- This topic has 0 replies, 1 voice, and was last updated 8 years ago by .
Viewing 1 post (of 1 total)
Viewing 1 post (of 1 total)
- You must be logged in to reply to this topic.
OpenTuition recommends the new interactive BPP books for March 2025 exams.
Get your discount code >>
Forums › Ask ACCA Tutor Forums › Ask the Tutor ACCA AFM Exams › Q7 of BPP revision kit. Tax on foreign subsidiary dividends
Hello Sir
My question is in reference to the Q7 of BPP revision kit. Following is the extract from the scenario.

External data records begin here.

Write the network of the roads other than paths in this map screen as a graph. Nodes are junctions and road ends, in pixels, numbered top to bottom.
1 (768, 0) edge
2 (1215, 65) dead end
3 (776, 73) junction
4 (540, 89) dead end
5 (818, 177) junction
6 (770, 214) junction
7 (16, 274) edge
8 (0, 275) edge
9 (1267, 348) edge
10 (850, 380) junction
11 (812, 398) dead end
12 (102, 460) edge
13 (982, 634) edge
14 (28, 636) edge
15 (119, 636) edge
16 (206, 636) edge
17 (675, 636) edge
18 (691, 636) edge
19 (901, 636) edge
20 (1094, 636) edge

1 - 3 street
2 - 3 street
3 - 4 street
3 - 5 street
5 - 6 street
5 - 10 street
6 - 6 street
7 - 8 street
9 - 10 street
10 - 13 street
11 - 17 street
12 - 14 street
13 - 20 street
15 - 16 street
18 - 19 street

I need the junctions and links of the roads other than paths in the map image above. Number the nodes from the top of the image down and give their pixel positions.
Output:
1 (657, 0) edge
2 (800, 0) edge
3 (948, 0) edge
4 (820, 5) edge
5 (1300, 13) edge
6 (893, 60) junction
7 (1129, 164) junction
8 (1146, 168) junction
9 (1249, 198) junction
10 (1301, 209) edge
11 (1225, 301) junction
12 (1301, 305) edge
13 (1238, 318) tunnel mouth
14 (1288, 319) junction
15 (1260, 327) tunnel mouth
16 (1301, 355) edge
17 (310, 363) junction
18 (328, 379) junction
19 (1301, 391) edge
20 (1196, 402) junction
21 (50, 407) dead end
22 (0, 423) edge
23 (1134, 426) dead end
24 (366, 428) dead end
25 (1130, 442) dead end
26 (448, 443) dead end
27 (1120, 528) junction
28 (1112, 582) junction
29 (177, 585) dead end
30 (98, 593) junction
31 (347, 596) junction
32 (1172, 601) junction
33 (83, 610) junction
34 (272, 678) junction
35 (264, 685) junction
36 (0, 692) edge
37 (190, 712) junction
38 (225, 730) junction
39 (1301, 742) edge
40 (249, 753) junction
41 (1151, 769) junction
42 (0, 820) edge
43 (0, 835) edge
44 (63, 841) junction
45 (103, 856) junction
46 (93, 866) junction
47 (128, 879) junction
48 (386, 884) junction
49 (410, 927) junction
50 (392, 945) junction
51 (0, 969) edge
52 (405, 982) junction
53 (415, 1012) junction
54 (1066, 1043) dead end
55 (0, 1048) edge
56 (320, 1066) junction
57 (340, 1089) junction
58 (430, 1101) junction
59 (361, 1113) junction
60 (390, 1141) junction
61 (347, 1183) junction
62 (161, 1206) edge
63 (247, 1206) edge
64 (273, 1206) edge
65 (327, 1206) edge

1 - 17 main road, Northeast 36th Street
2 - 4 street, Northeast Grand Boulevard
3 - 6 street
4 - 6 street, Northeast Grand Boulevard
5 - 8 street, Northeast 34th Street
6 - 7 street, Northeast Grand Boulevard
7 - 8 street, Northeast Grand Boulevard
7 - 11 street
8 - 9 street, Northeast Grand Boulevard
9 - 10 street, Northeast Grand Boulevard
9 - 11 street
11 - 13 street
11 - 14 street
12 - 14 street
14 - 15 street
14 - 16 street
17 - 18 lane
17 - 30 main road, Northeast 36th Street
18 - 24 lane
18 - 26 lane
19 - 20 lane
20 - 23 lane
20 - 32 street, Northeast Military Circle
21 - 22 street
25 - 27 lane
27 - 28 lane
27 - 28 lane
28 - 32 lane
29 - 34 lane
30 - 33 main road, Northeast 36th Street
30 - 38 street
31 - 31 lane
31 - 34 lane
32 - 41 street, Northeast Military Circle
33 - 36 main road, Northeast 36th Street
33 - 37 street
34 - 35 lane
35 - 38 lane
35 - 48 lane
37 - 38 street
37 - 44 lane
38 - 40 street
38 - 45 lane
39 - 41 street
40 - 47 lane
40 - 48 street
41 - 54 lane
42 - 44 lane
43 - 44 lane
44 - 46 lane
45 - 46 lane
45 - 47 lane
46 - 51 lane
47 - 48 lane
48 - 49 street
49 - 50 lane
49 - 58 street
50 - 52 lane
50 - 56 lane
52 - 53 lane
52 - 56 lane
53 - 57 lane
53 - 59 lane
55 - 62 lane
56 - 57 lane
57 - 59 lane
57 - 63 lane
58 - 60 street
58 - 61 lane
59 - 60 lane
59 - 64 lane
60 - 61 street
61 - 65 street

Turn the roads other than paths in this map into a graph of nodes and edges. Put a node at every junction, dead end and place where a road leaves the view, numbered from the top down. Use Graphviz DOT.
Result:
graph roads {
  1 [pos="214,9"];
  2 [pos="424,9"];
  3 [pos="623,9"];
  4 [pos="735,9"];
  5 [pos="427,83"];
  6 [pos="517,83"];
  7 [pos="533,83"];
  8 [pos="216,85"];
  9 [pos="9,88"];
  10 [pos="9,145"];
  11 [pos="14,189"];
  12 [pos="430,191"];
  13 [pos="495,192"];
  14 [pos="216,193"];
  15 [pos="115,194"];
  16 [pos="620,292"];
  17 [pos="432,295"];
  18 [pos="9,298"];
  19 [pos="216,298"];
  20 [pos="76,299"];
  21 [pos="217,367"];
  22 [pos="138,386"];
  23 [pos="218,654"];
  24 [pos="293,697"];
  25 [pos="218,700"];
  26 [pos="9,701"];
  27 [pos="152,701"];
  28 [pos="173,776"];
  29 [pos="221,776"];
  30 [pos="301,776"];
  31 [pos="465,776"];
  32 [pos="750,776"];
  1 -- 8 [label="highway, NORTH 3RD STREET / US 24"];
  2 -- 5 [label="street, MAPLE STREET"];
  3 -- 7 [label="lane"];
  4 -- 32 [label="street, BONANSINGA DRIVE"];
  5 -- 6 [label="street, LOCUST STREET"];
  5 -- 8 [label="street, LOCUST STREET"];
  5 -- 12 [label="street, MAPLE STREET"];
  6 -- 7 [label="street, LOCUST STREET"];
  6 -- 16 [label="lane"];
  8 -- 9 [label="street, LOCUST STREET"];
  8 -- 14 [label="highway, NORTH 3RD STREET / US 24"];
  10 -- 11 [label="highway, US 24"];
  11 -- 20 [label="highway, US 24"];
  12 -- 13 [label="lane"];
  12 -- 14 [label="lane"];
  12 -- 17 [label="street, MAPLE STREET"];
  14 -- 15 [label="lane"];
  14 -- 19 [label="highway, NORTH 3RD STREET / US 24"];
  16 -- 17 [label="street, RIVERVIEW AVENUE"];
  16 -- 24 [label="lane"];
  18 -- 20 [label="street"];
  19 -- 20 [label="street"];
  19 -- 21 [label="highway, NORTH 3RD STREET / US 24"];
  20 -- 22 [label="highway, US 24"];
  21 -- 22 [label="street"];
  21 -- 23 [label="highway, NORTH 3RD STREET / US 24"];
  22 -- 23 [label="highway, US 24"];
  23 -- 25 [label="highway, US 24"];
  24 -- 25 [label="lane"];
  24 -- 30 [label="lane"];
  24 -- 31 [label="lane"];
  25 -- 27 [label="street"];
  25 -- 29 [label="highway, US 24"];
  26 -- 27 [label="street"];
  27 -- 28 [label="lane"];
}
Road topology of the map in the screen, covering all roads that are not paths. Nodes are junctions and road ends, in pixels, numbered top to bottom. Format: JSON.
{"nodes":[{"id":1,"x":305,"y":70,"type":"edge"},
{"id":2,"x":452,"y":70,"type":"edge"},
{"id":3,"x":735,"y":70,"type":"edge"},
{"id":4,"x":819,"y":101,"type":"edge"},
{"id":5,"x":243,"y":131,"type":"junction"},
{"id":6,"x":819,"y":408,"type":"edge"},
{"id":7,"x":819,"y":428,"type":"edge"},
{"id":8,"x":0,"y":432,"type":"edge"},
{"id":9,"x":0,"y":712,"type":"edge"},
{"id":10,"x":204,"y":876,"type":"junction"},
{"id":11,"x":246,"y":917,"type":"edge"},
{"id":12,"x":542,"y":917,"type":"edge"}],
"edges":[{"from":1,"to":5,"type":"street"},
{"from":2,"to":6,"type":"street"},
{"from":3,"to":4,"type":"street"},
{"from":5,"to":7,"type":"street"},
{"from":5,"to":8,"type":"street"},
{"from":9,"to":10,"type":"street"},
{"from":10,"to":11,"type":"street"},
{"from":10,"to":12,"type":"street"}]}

“Limni co. is due to receive $15m in dividends from overseas subsidiary, on which annual tax of 20% on average has been paid. Limni co. itself pays tax at 26%, and the tax authorities, where Limni co. is based charge tax on dividend remittance made by overseas subsidiary companies, but give full credit on tax already paid on those remittances.”
So, what is the effective tax it pays? I say it is 26%. It pays 20% on remittance, then pays 26% to tax authorities in its own country. The same tax authorities refund Limni co. the 20%. Therefore, effective tax is 26%.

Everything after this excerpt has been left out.